Segment Open

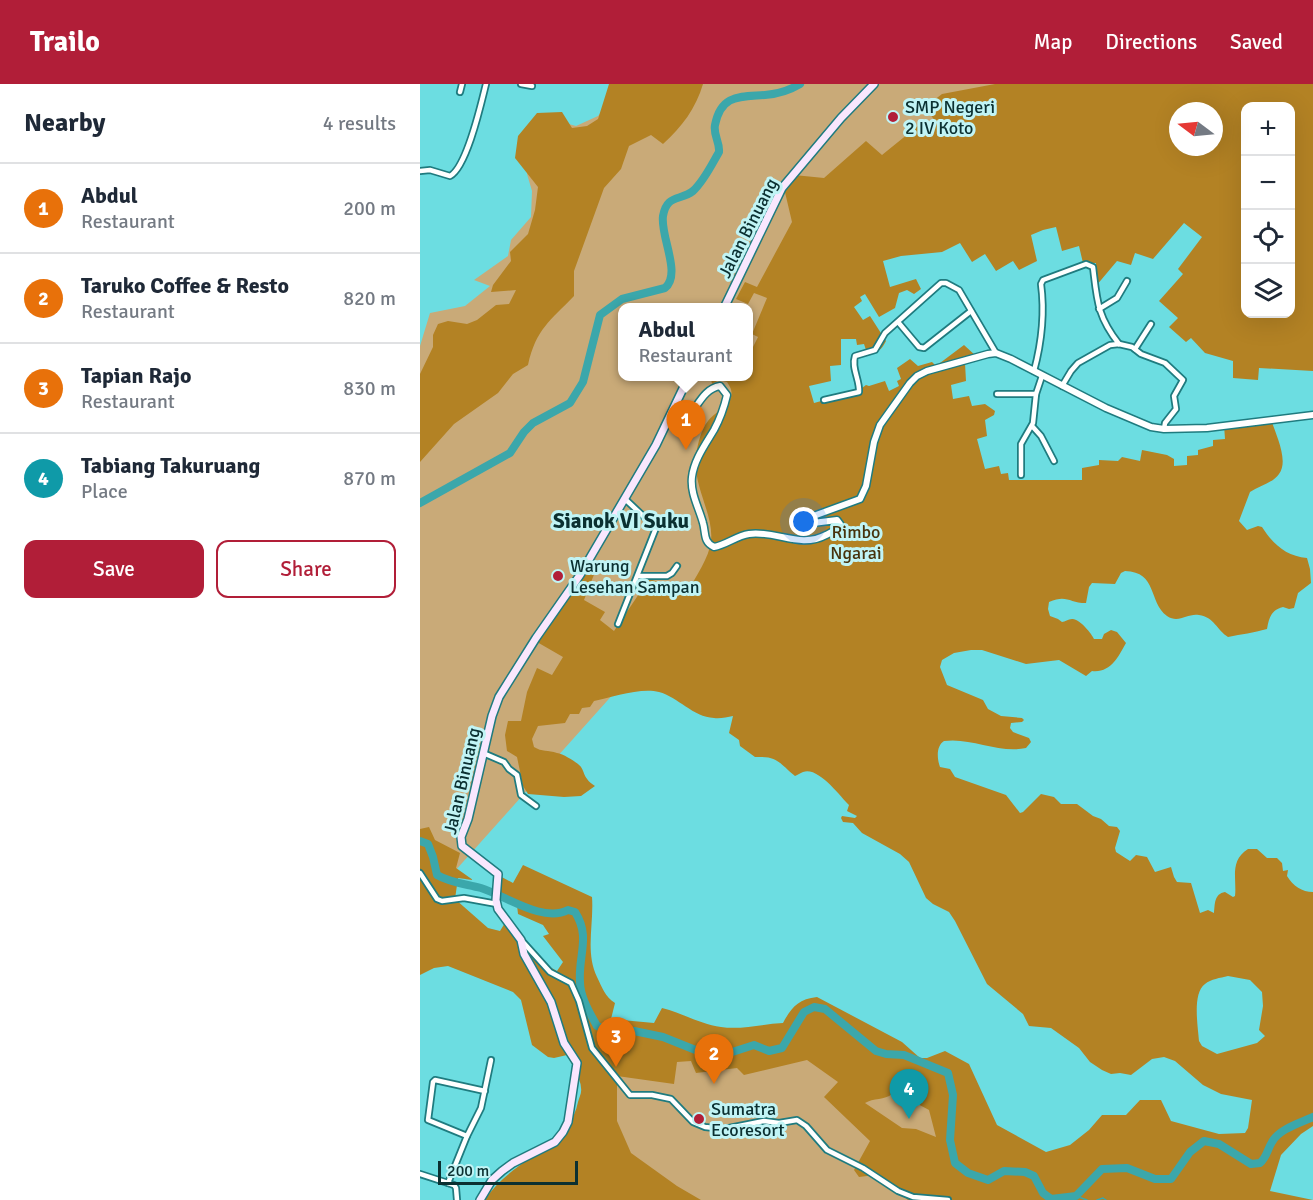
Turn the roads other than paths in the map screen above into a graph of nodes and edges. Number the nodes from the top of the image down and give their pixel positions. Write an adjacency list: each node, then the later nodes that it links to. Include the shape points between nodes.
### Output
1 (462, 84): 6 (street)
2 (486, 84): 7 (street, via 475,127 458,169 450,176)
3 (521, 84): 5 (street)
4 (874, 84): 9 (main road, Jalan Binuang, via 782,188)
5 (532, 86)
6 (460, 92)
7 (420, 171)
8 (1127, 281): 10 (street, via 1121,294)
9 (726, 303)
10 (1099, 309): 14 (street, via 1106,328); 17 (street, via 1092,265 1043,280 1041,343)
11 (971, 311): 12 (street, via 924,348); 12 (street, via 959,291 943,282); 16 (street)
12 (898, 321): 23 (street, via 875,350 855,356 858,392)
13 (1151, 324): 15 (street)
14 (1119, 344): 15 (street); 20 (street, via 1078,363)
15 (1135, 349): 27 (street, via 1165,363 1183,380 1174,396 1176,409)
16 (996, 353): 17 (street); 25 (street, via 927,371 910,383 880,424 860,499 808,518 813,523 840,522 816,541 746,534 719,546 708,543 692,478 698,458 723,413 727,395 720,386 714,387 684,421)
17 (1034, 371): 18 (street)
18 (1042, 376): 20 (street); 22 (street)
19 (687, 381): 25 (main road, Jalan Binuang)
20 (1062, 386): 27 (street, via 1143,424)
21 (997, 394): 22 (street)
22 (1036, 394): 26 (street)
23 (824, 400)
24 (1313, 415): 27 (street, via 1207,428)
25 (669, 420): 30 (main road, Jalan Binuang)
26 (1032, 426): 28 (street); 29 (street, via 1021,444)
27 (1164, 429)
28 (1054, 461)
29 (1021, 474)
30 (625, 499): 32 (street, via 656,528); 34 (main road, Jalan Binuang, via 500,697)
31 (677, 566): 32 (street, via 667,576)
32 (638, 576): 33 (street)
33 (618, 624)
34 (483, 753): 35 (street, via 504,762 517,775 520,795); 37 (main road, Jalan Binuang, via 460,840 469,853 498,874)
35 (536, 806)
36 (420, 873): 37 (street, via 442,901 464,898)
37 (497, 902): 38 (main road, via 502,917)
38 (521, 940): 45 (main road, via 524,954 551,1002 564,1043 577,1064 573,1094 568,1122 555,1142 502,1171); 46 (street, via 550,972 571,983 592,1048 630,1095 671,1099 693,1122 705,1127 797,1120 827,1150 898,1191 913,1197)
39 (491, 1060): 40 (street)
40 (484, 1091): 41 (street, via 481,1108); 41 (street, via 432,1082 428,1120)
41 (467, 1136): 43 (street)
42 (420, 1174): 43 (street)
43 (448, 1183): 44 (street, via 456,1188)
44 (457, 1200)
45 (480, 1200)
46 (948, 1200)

Segment Closed

* _What to work on_
Would you repeat the entries exactly, but with no pictures?

* _Written reply_
Turn the roads other than paths in the map screen above into a graph of nodes and edges. Number the nodes from the top of the image down and give their pixel positions. Write an adjacency list: each node, then the later nodes that it links to. Include the shape points between nodes.
### Output
1 (462, 84): 6 (street)
2 (486, 84): 7 (street, via 475,127 458,169 450,176)
3 (521, 84): 5 (street)
4 (874, 84): 9 (main road, Jalan Binuang, via 782,188)
5 (532, 86)
6 (460, 92)
7 (420, 171)
8 (1127, 281): 10 (street, via 1121,294)
9 (726, 303)
10 (1099, 309): 14 (street, via 1106,328); 17 (street, via 1092,265 1043,280 1041,343)
11 (971, 311): 12 (street, via 924,348); 12 (street, via 959,291 943,282); 16 (street)
12 (898, 321): 23 (street, via 875,350 855,356 858,392)
13 (1151, 324): 15 (street)
14 (1119, 344): 15 (street); 20 (street, via 1078,363)
15 (1135, 349): 27 (street, via 1165,363 1183,380 1174,396 1176,409)
16 (996, 353): 17 (street); 25 (street, via 927,371 910,383 880,424 860,499 808,518 813,523 840,522 816,541 746,534 719,546 708,543 692,478 698,458 723,413 727,395 720,386 714,387 684,421)
17 (1034, 371): 18 (street)
18 (1042, 376): 20 (street); 22 (street)
19 (687, 381): 25 (main road, Jalan Binuang)
20 (1062, 386): 27 (street, via 1143,424)
21 (997, 394): 22 (street)
22 (1036, 394): 26 (street)
23 (824, 400)
24 (1313, 415): 27 (street, via 1207,428)
25 (669, 420): 30 (main road, Jalan Binuang)
26 (1032, 426): 28 (street); 29 (street, via 1021,444)
27 (1164, 429)
28 (1054, 461)
29 (1021, 474)
30 (625, 499): 32 (street, via 656,528); 34 (main road, Jalan Binuang, via 500,697)
31 (677, 566): 32 (street, via 667,576)
32 (638, 576): 33 (street)
33 (618, 624)
34 (483, 753): 35 (street, via 504,762 517,775 520,795); 37 (main road, Jalan Binuang, via 460,840 469,853 498,874)
35 (536, 806)
36 (420, 873): 37 (street, via 442,901 464,898)
37 (497, 902): 38 (main road, via 502,917)
38 (521, 940): 45 (main road, via 524,954 551,1002 564,1043 577,1064 573,1094 568,1122 555,1142 502,1171); 46 (street, via 550,972 571,983 592,1048 630,1095 671,1099 693,1122 705,1127 797,1120 827,1150 898,1191 913,1197)
39 (491, 1060): 40 (street)
40 (484, 1091): 41 (street, via 481,1108); 41 (street, via 432,1082 428,1120)
41 (467, 1136): 43 (street)
42 (420, 1174): 43 (street)
43 (448, 1183): 44 (street, via 456,1188)
44 (457, 1200)
45 (480, 1200)
46 (948, 1200)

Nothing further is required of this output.